Other Treatment methods for Plantar Fasciitis
If you’ve visited a Physiotherapist or Podiatrist with plantar fasciitis they will almost certainly recommend you try some of the techniques above. Additionally, they may use treatment protocols including;
- Shockwave therapy
- Ultra Sound therapy
- Non-steroidal anti-inflammatories
Here again the success of such treatments is variable and recurrence is not uncommon so what is being missed?
Barefoot Science insoles…‘the missing link’ …how do they help treat Plantar Fasciitis?
Barefoot Science insoles are specially constructed insoles with a patented dome shape in front of the heel in an area of the foot called the mid-arch. On the underside of the dome there is a socket in to which you insert 6 or 7 progressively large plugs which provide a gradually increasing amount of nerve stimulation to ‘switch on’ your proprioceptive system and to retrain and strengthen the intrinsic muscles of the feet with every step. Barefoot Science insoles will improve your balance and help control pronation and encourage re-supination of your feet which means your feet and legs can function as nature intended. Giving you;
- Better foot control at ‘ground contact’

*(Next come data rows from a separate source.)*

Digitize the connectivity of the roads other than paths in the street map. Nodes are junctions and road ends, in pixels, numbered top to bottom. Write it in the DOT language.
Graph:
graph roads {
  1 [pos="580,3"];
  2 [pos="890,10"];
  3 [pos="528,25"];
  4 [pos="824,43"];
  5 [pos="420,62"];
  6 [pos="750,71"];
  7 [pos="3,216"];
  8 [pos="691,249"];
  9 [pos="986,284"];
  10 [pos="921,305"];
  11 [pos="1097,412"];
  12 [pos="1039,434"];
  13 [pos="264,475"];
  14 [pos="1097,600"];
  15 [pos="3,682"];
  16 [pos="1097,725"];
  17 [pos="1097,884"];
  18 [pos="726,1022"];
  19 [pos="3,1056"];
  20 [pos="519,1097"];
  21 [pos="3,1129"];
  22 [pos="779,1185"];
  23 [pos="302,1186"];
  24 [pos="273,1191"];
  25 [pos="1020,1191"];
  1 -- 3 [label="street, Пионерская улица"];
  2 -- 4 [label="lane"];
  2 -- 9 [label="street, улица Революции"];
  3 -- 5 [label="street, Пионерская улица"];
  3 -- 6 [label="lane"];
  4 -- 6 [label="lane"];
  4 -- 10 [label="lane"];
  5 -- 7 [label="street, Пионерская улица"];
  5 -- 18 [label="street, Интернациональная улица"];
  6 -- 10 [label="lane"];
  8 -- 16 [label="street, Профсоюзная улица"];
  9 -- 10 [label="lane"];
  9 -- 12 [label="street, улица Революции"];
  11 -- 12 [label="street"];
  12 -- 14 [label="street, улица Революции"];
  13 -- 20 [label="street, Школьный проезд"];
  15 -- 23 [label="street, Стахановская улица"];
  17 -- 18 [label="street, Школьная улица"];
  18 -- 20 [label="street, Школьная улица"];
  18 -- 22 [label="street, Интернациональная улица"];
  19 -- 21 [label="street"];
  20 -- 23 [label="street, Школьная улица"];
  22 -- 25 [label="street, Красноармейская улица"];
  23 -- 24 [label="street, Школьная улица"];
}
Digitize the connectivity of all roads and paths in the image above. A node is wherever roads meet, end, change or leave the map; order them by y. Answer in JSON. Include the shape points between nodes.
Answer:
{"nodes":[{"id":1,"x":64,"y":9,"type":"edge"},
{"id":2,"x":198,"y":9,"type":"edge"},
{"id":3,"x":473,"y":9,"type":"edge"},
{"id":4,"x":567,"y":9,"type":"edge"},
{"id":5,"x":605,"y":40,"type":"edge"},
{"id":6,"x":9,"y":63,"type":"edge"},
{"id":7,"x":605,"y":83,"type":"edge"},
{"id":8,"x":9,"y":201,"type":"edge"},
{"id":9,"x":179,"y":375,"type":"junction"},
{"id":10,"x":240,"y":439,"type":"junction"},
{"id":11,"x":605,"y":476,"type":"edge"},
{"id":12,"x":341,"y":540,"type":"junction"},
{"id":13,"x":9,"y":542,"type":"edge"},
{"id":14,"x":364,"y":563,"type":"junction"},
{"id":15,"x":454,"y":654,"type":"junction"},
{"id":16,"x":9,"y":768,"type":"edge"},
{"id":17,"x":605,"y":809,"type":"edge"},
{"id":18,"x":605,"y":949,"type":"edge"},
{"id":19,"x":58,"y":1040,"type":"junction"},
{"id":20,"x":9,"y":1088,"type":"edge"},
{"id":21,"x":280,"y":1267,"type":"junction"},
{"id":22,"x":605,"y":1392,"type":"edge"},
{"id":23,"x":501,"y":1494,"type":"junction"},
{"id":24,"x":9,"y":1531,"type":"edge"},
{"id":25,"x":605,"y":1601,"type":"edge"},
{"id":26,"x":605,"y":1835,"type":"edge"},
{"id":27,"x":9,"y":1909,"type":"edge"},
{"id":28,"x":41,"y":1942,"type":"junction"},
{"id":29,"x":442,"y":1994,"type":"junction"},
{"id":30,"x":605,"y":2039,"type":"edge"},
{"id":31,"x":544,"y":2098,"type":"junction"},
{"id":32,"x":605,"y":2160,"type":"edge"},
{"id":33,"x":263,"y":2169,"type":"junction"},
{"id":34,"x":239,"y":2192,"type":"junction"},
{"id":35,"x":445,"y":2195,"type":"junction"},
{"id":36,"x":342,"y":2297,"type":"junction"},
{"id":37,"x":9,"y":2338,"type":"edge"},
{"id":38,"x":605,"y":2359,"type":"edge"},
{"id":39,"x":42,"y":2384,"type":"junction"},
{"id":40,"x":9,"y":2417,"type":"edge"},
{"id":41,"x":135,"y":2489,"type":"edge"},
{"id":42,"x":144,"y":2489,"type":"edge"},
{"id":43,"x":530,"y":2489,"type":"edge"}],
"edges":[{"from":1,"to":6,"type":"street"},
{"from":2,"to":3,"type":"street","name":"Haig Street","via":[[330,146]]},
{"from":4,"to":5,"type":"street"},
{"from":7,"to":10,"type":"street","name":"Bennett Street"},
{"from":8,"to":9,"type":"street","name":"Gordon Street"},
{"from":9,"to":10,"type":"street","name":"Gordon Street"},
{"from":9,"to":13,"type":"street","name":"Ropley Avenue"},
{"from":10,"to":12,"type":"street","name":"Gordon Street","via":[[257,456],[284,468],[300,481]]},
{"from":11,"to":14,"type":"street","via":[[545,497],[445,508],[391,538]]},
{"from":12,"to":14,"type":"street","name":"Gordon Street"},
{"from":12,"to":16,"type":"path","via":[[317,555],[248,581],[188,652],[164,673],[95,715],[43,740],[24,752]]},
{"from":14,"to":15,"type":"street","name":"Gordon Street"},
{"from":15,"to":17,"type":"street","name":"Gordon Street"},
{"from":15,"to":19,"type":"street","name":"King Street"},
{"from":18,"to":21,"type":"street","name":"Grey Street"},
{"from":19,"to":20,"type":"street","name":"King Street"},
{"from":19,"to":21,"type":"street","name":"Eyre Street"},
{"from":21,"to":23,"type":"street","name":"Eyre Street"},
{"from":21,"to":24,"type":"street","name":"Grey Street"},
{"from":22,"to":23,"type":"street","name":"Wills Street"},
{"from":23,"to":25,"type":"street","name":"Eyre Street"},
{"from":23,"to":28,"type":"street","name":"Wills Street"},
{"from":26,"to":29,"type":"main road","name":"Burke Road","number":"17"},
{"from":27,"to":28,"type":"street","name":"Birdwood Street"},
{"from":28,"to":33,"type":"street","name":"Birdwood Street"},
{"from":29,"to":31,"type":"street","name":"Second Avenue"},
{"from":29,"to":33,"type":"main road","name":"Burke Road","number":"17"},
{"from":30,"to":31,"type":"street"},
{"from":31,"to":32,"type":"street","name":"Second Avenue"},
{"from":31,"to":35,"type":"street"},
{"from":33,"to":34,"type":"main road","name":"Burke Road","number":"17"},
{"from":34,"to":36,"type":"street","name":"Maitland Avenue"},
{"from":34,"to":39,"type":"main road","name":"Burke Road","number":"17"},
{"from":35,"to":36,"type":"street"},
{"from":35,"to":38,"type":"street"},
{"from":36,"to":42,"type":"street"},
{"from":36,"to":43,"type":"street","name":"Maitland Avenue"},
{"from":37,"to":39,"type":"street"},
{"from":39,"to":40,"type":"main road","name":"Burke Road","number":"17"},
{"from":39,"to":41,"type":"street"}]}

- Improved propulsion at ‘toe off”
- Better balance
- Pain free movement
- They are not an Orthotic
- Neither do they focus on providing support or cushioning.
- Pretty much every person who tries them says the same thing… ” they just make sense“!
What is Proprioception and why is it so important?
Any article about plantar fasciitis or in fact pretty much any injury wouldn’t be complete without an explanation of Proprioception…the Body’s Built-In Injury Avoidance System.
There are 200,000 proprioceptors (nerve endings) in the sole of each foot. On every step they transmit information about movement, balance and spatial awareness, nourishing the brain with sensory information that;
- tells us where we are in space relative to things around us.
- tells each bone where it is relative to the bones adjacent to it.
- provides information about movement and balance.
Proprioceptive nerves also trigger the ‘stretch reflex’ without us consciously thinking;
- Our “Stretch Reflex” is activated when the proprioceptors sense too much stretch or force on a muscle or tendon that could lead to injury. The stretched muscle or tendon responds by contracting or shortening in a fraction of a second, automatically protecting us from injury.
- Olympic Coaches have commented that Barefoot Science insoles have reduced their athlete’s ankle sprains by 50% due to this natural injury prevention gift.
Barefoot Science insoles were developed by a Chiropractor some 22 years ago specifically to stimulate proprioception from the feet up, and in 2019 became an approved product by the British Chiropractic Association.
Don’t take my word for this, read the comments of one of the US military’s leading foot specialists. He says it far better than me;
Mr Olden stated that 60% of the cases he has treated during his 30 year career are Plantar fasciitis.
His report continues as follows;
“I’ve been using Barefoot Science insoles on my patients for the past 7 years with a 97.6% success rate on plantar fasciitis“.
“I have constructed and tried many orthotics but found most of them were more accommodating to ‘functional foot conditions’ keeping the foot aligned and rigid, yet never strengthening the foot, although there is a myriad of devices that claim they do so. In my experience none of them worked for the purpose of strengthening the intrinsic muscles. I started working with Barefoot Science a few years ago, and it has really turned our practice into a healing clinic”.
He goes on to say; “Strengthening the arch and feet and their respective intrinsic muscles effectively allows the patients feet to become self-supportive over time and eliminates revisits for the same issues”.
“We’ve moved away from bracing the feet with orthotics which tended to provide short term benefits but caused additional weakness and instability, to progressively strengthening the feet with every step my patients take“.
Mike Olden H.t; Ost; C-Ped; Pmac. American Board for Certifications in Orthotics, Prosthetics and Pedorthics. *Board Certified Pedorthist cert no: Cped0724.